Le groupe de recherche, dirigé par le Professeur Joris Van Wezemael de l’Unité de géographie de l’Université de Fribourg, ne considère pas uniquement l’urbanisme comme un résultat esthétique, mais comme une pratique. Il s’interroge donc sur la façon dont le paysage urbain est défini. Pour matérialiser cette réflexion, les chercheurs se réfèrent à des villes actuellement en construction, ou plus précisément à des communes soumises à de gros changements démographiques: Visp, par exemple, qui avec la NLFA (Nouvelle Ligne Ferroviaire à travers les Alpes) est tout à coup devenu un point névralgique du réseau routier et ne se situe plus qu’à un jet de pierre de Berne pour les pendulaires; Wetzikon et Uster qui, grâce au S-Bahn, appartiennent désormais au centre métropolitain de Zurich et qui connaissent donc une forte immigration; ou encore St.

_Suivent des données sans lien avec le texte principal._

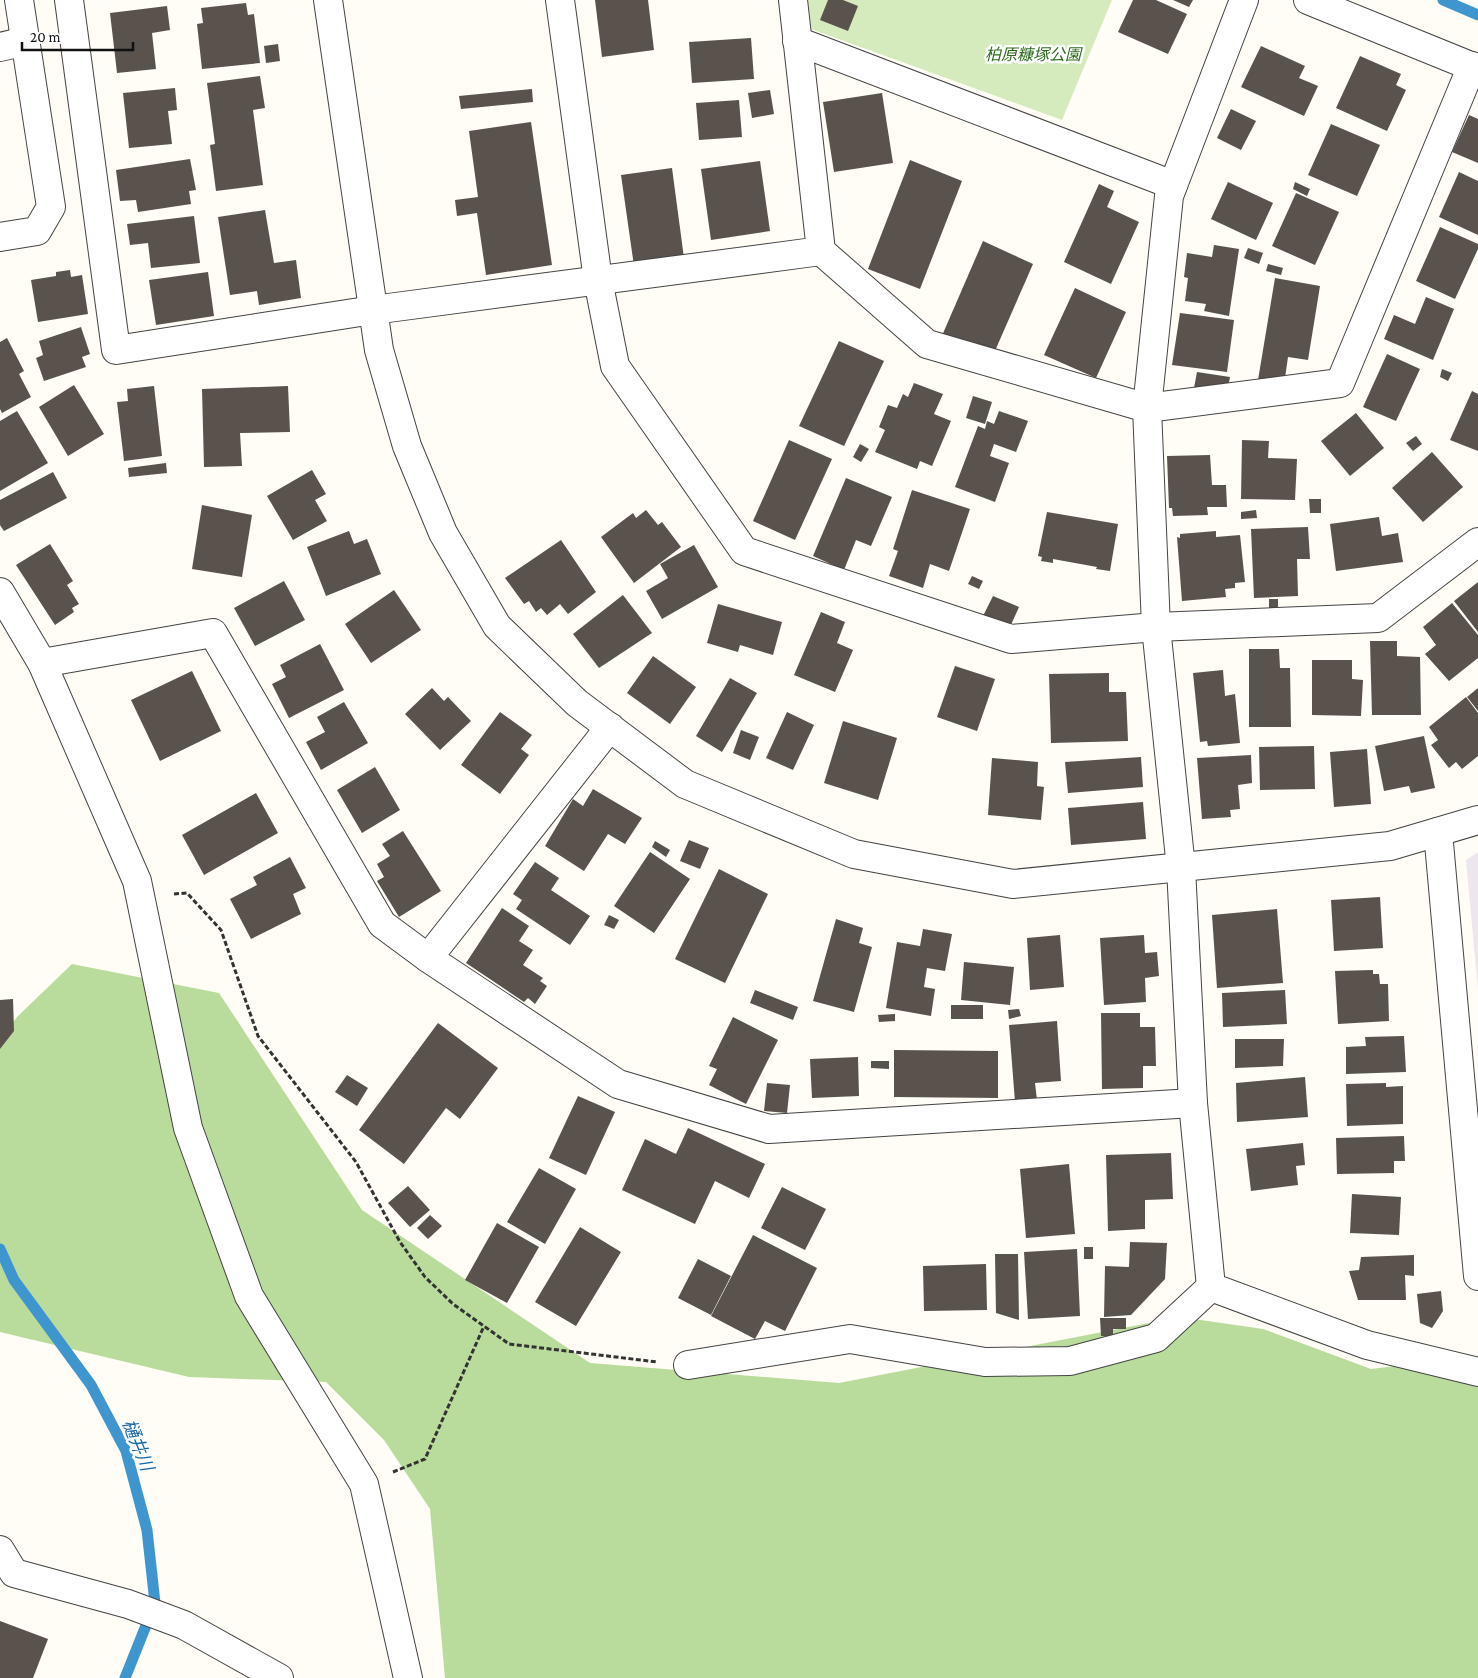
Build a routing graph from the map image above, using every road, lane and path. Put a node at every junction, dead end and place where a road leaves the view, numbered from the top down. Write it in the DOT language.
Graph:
graph roads {
  1 [pos="19,0"];
  2 [pos="69,0"];
  3 [pos="328,0"];
  4 [pos="560,0"];
  5 [pos="793,0"];
  6 [pos="1244,0"];
  7 [pos="1308,0"];
  8 [pos="798,41"];
  9 [pos="13,44"];
  10 [pos="1475,68"];
  11 [pos="1173,185"];
  12 [pos="0,237"];
  13 [pos="821,251"];
  14 [pos="598,280"];
  15 [pos="373,310"];
  16 [pos="1147,408"];
  17 [pos="1478,542"];
  18 [pos="0,592"];
  19 [pos="1156,627"];
  20 [pos="42,663"];
  21 [pos="610,727"];
  22 [pos="1478,820"];
  23 [pos="1438,832"];
  24 [pos="1181,868"];
  25 [pos="141,898"];
  26 [pos="428,958"];
  27 [pos="1193,1103"];
  28 [pos="1478,1276"];
  29 [pos="1211,1287"];
  30 [pos="484,1326"];
  31 [pos="688,1365"];
  32 [pos="1478,1372"];
  33 [pos="364,1484"];
  34 [pos="0,1550"];
  35 [pos="279,1678"];
  36 [pos="408,1678"];
  1 -- 9 [label="street"];
  2 -- 15 [label="street"];
  3 -- 15 [label="street"];
  4 -- 14 [label="street"];
  5 -- 8 [label="street"];
  6 -- 11 [label="street"];
  7 -- 10 [label="street"];
  8 -- 11 [label="street"];
  8 -- 13 [label="street"];
  9 -- 12 [label="street"];
  10 -- 16 [label="street"];
  11 -- 16 [label="street"];
  13 -- 14 [label="street"];
  13 -- 16 [label="street"];
  14 -- 15 [label="street"];
  14 -- 19 [label="street"];
  15 -- 21 [label="street"];
  16 -- 19 [label="street"];
  17 -- 19 [label="street"];
  18 -- 20 [label="street"];
  19 -- 24 [label="street"];
  20 -- 25 [label="street"];
  20 -- 26 [label="street"];
  21 -- 24 [label="street"];
  21 -- 26 [label="street"];
  22 -- 23 [label="street"];
  23 -- 24 [label="street"];
  23 -- 28 [label="street"];
  24 -- 27 [label="street"];
  25 -- 30 [label="path"];
  25 -- 33 [label="street"];
  26 -- 27 [label="street"];
  27 -- 29 [label="street"];
  29 -- 31 [label="street"];
  29 -- 32 [label="street"];
  30 -- 31 [label="path"];
  30 -- 33 [label="path"];
  33 -- 36 [label="street"];
  34 -- 35 [label="street"];
}
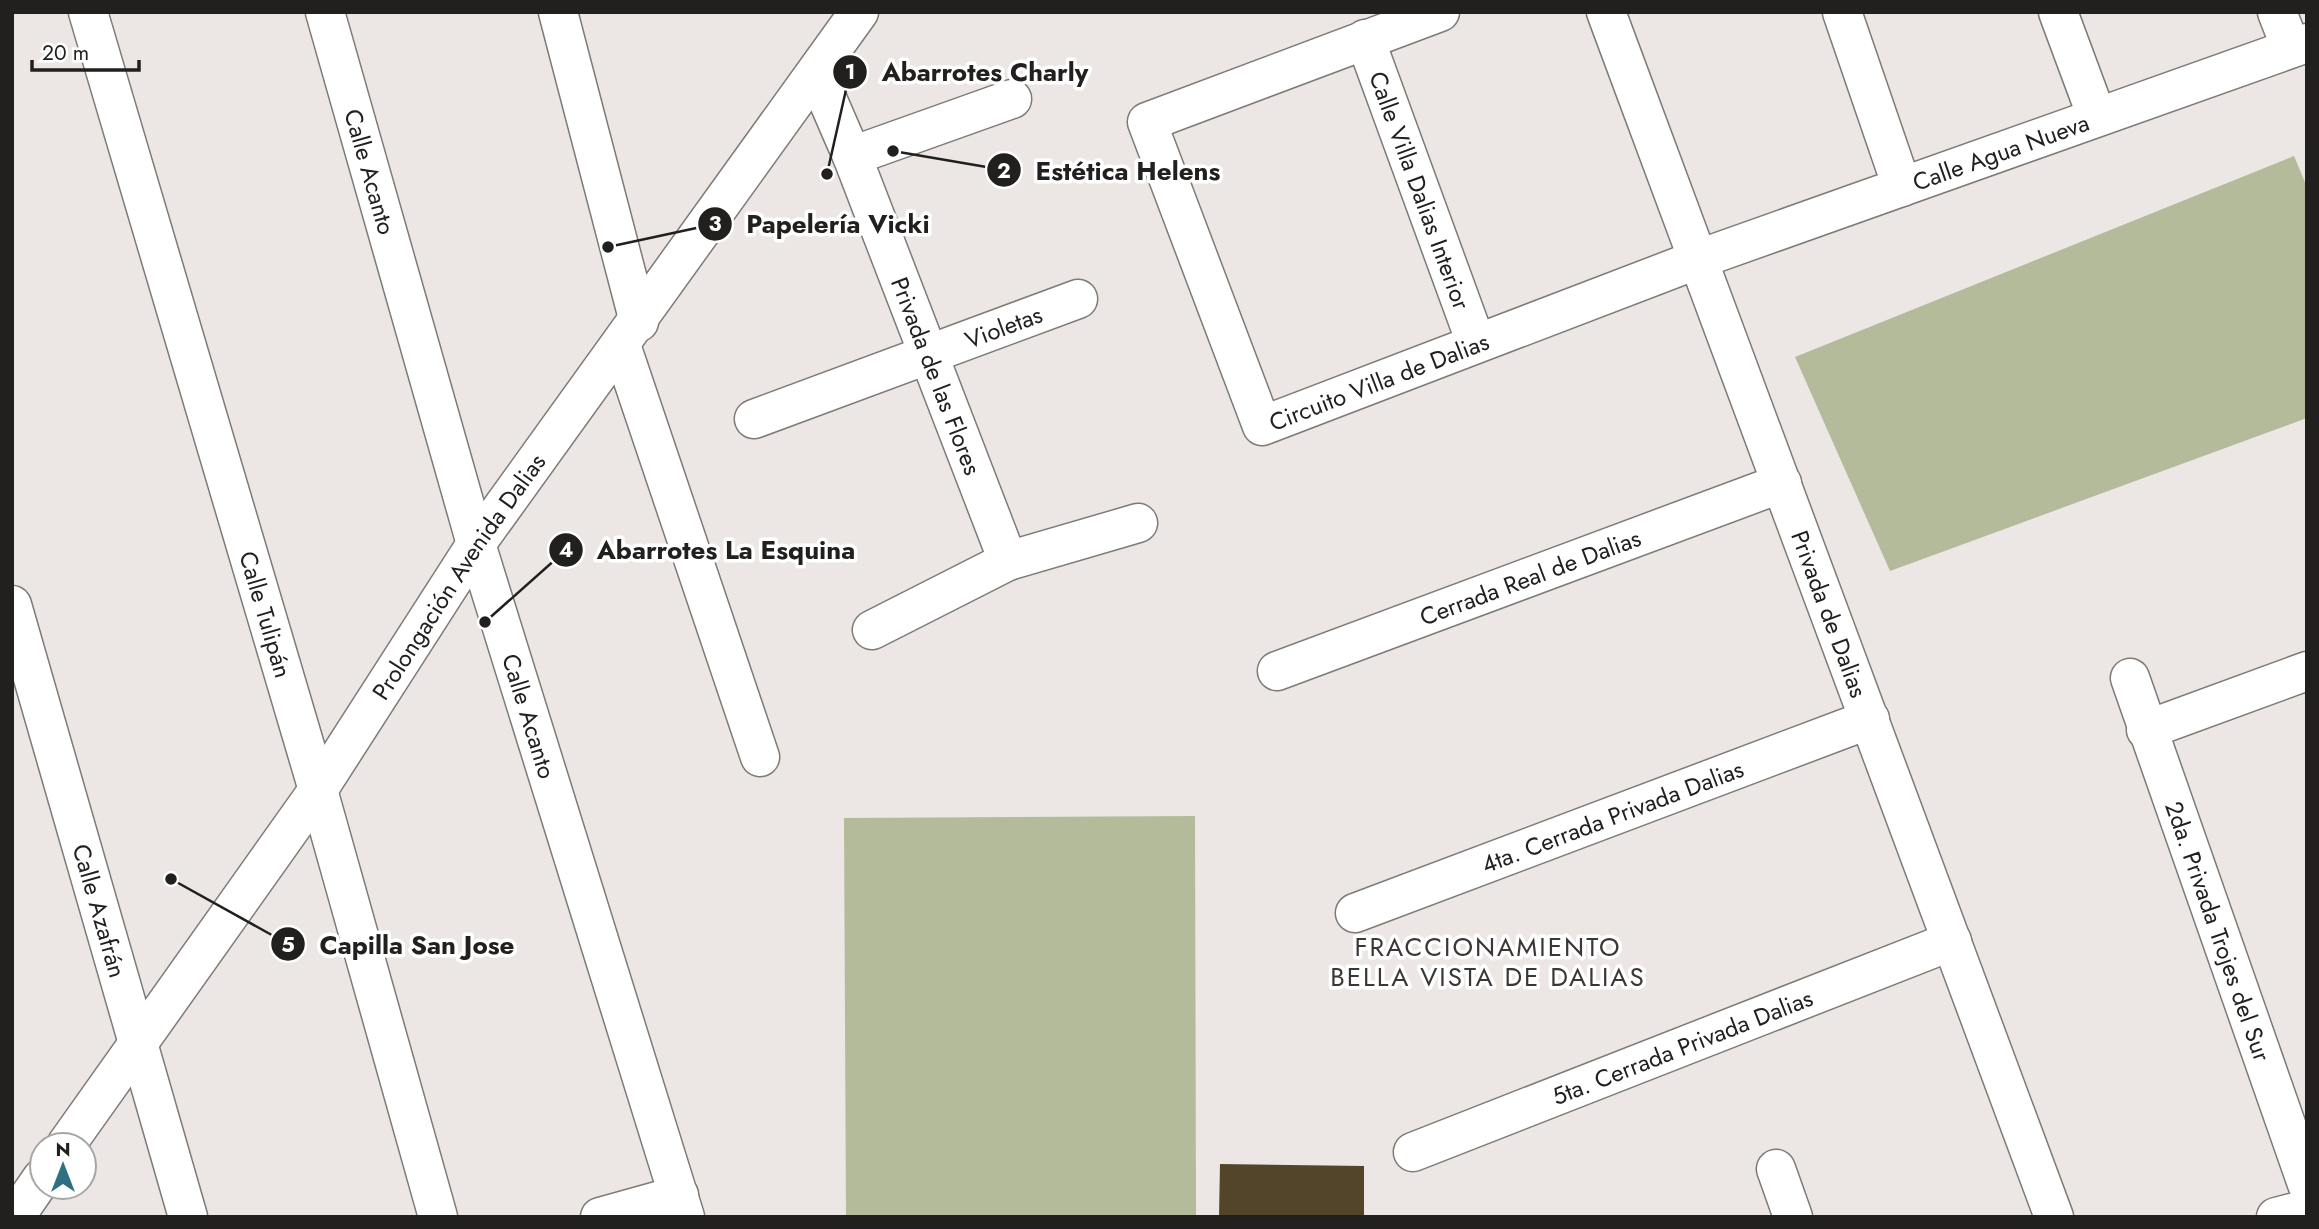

Margrethen qui, après le déclin économique d’un important commerce de transformation du bois, a dû chercher une autre affectation pour ce terrain industriel en friche.

L’étude qualifie ces changements, déterminés par l’extérieur, de «Ruptures urbaines»; elle s’interroge sur les structures, les dynamiques et les modes de commande, à la base des nouveaux aménagements du territoire urbanisé. Quels acteurs, urbanistes et architectes mis à part, ont pris part à ce processus? De quelle manière la question de l’urbanisme a-t-elle été traitée? Quelles réinterprétations, transformations et extensions les paysages et plans urbains ont-ils traversées? Comment ont-ils été renforcés ou atténués, dissimulés, détournés et même parfois abandonnés?

Espace fragmenté


Le Professeur Van Wezemael arrive à la conclusion suivante: «Le paysage urbain est une représentation des activités passées et actuelles des communes étudiées. Il est donc un miroir de la société». Ces espaces ont ceci en commun que – indépendamment du processus qu’ils traversent – ils sont agencés dans différentes zones urbaines fermées sur elles-mêmes et donc, par la force des choses, fragmentées. «Ce phénomène peut être considéré comme une qualité urbaine pure et dure», constate Joris Van Wezemael, «nous le rencontrons également dans les centres-villes qui se sont agrandis au cours du temps.» L’étude montre aussi que ces aires ont été conçues de différentes manières. Plus les autorités politiques sont fortes, plus elles peuvent exercer l’influence de leurs instances techniques, plus l’aménagement du territoire est urbanisé. Là où leur pouvoir fait défaut, il est plus aléatoire, avec pour résultat un paysage urbain composé d’une suite de bâtiments hétérogènes.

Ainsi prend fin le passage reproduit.